• [Exercise instructions]: Within the records below, find the line with "middle dip: (390, 285)" and the line with "thumb cmc: (284, 349)", then reproduce exactly those two lines and all lines between them, without any picture.

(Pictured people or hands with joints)
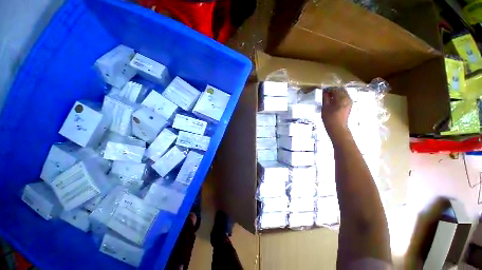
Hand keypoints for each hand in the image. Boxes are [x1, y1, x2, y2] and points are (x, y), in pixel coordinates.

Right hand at [321, 87, 352, 140]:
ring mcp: (349, 102)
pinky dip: (339, 97)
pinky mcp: (349, 105)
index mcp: (342, 98)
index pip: (335, 89)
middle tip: (326, 94)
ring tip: (329, 98)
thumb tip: (325, 91)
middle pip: (341, 90)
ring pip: (343, 93)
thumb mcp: (325, 107)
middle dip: (333, 90)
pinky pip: (344, 98)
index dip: (329, 89)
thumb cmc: (329, 118)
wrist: (337, 128)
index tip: (323, 91)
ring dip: (336, 94)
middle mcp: (347, 98)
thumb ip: (325, 98)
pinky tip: (333, 102)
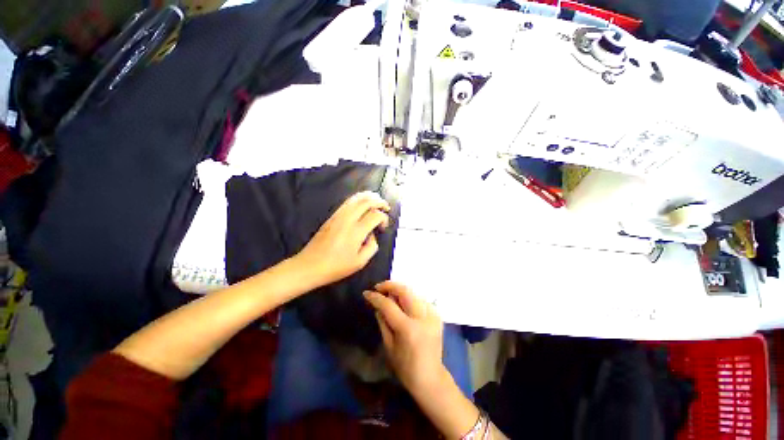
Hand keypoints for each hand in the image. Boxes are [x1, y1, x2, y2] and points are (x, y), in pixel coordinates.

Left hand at [295, 191, 390, 286]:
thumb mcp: (360, 262)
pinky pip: (347, 202)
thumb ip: (372, 247)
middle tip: (386, 207)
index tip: (383, 227)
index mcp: (356, 232)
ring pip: (356, 198)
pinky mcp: (332, 216)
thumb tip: (372, 235)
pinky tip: (362, 203)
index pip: (375, 215)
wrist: (309, 265)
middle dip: (379, 201)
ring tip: (377, 199)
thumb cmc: (335, 267)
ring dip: (369, 196)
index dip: (384, 218)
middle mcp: (348, 219)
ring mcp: (338, 216)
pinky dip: (358, 199)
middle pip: (366, 201)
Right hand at [364, 281, 446, 395]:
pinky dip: (410, 297)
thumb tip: (378, 305)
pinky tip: (403, 303)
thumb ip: (383, 322)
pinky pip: (421, 299)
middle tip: (379, 288)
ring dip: (400, 290)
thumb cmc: (405, 368)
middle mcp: (422, 317)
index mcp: (408, 329)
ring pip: (413, 292)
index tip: (366, 293)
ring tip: (389, 294)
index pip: (389, 305)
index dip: (376, 297)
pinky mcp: (437, 315)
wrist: (431, 378)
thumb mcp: (389, 346)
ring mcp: (432, 315)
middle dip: (390, 285)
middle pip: (405, 291)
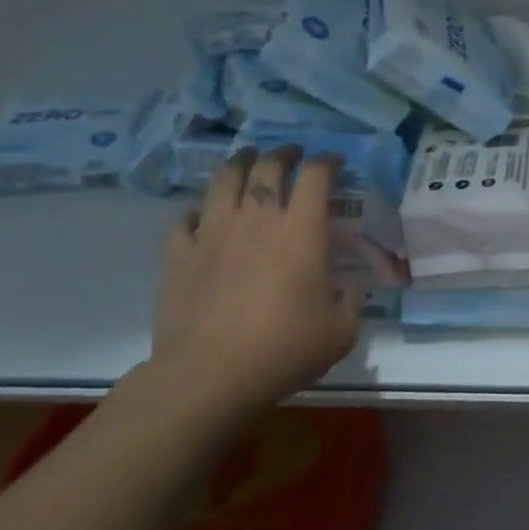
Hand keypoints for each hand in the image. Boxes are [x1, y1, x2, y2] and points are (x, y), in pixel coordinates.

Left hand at [146, 147, 360, 421]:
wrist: (209, 376)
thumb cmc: (284, 349)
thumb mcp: (341, 332)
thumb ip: (350, 303)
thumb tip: (348, 290)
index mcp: (301, 230)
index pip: (316, 175)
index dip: (328, 161)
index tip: (335, 162)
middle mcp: (257, 219)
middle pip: (268, 166)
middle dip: (284, 153)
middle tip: (292, 154)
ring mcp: (212, 233)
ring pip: (223, 179)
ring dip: (239, 163)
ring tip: (247, 161)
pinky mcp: (178, 255)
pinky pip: (184, 219)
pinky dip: (197, 211)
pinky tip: (202, 216)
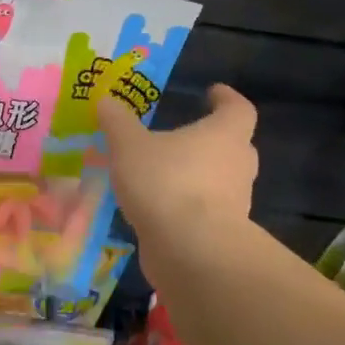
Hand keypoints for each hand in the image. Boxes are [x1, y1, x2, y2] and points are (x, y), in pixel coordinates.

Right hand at [99, 84, 257, 238]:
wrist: (191, 251)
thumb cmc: (166, 182)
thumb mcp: (128, 145)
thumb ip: (117, 122)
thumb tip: (106, 101)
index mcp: (225, 134)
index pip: (238, 108)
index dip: (226, 98)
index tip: (213, 93)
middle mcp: (238, 165)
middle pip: (234, 145)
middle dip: (212, 140)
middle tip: (184, 136)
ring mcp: (235, 202)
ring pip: (221, 180)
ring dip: (198, 175)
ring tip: (163, 174)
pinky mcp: (222, 233)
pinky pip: (206, 210)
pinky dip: (187, 206)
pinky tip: (159, 208)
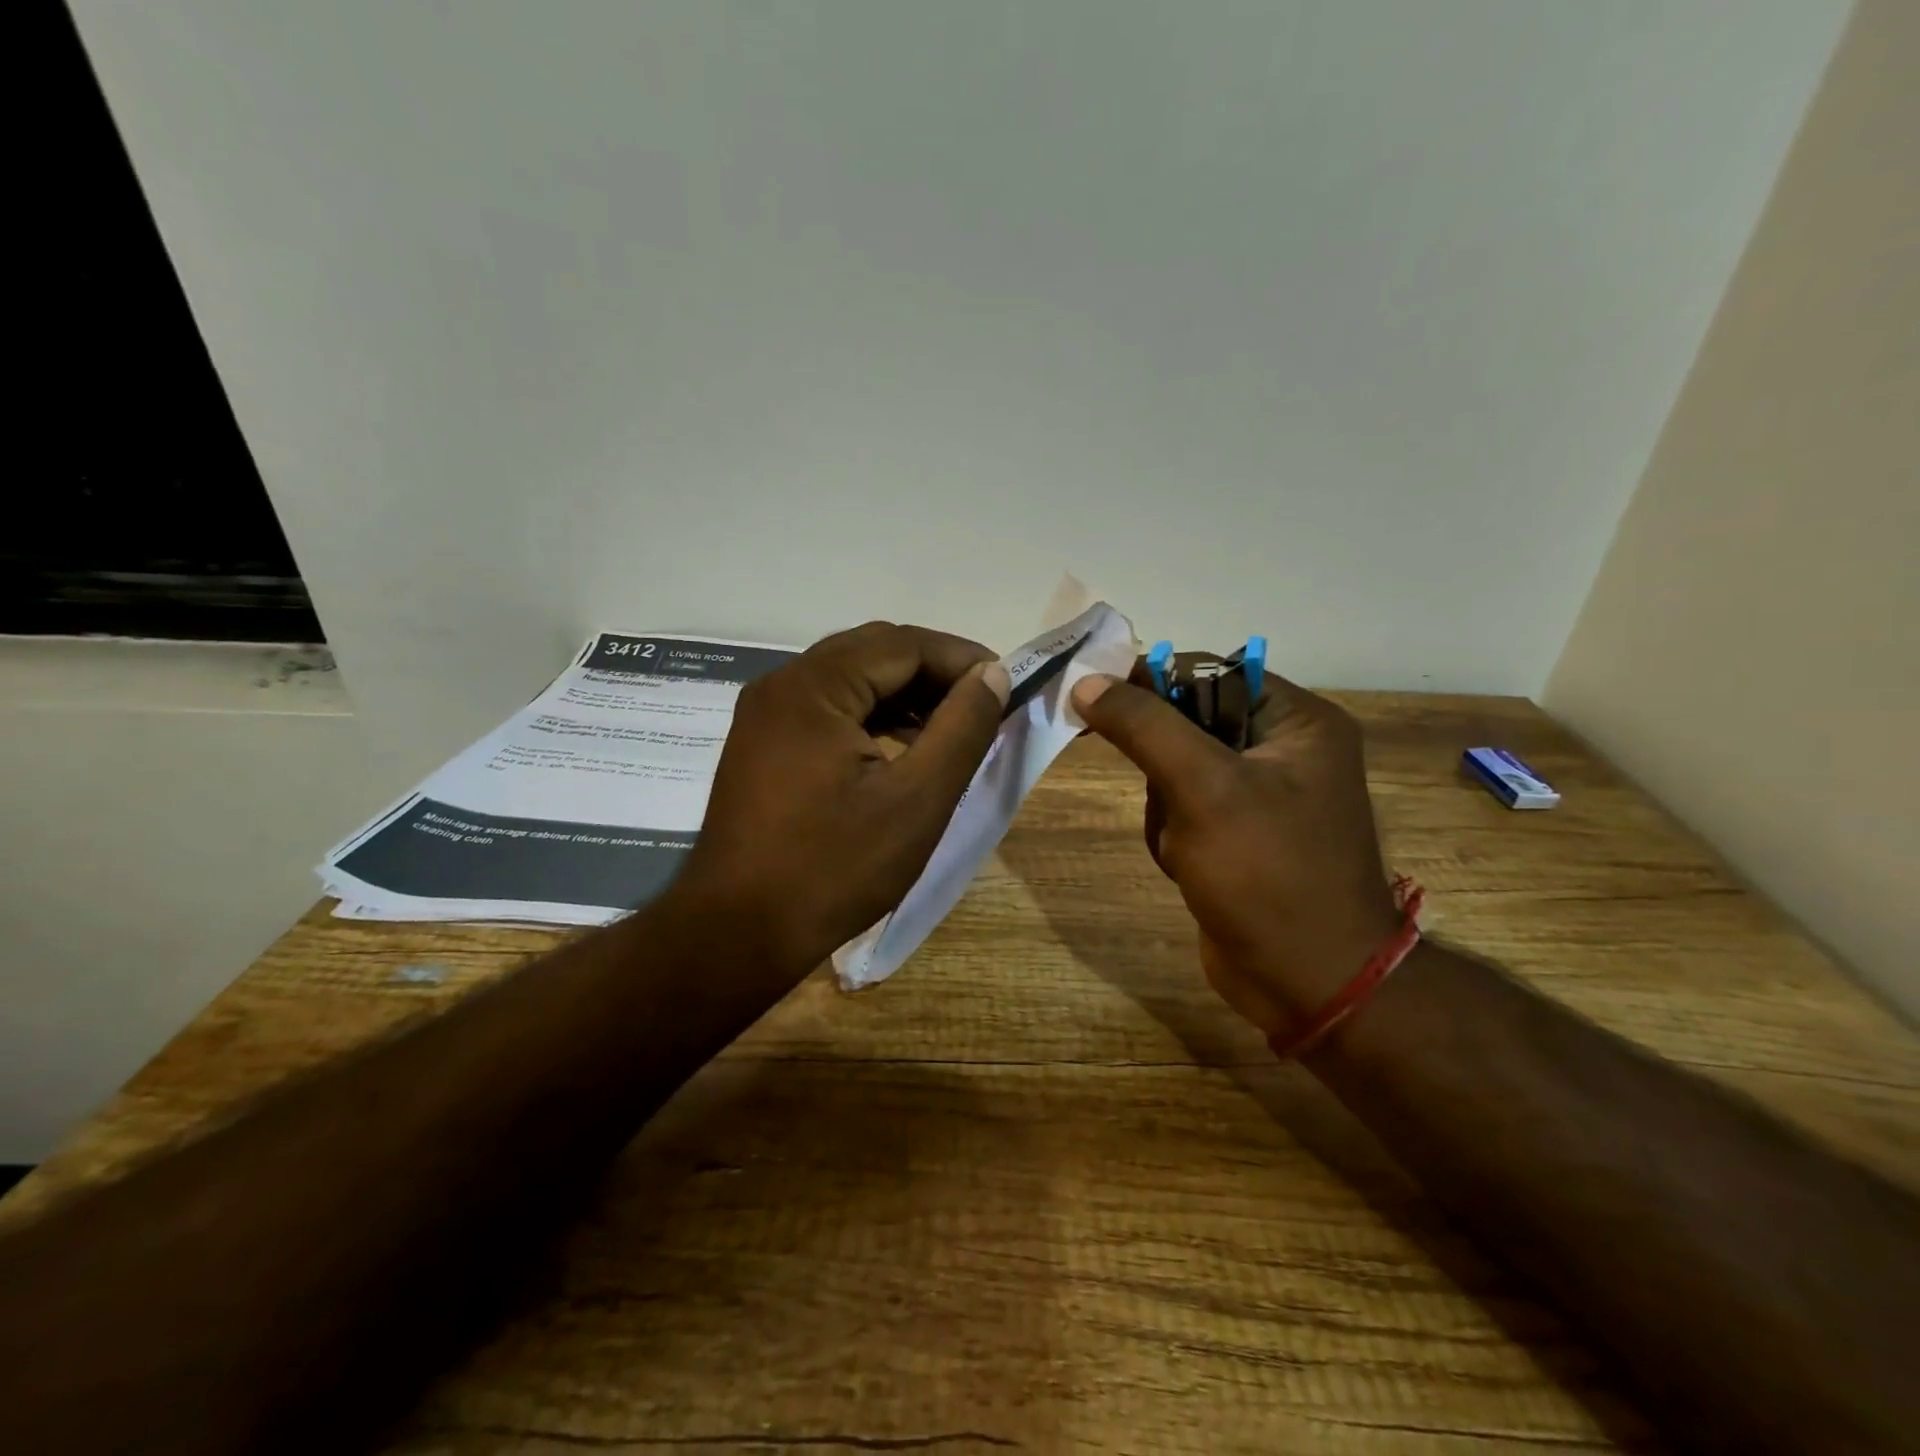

• [Output for this task]:
middle dip: (390, 285)
middle pip: (405, 291)
Hand keypoints for each hand in the image. Boxes are [x1, y1, x2, y2] and points are (x, y), in pixel coordinates.

Left hand at [146, 147, 360, 421]:
wrist: (209, 376)
thumb cmc: (284, 349)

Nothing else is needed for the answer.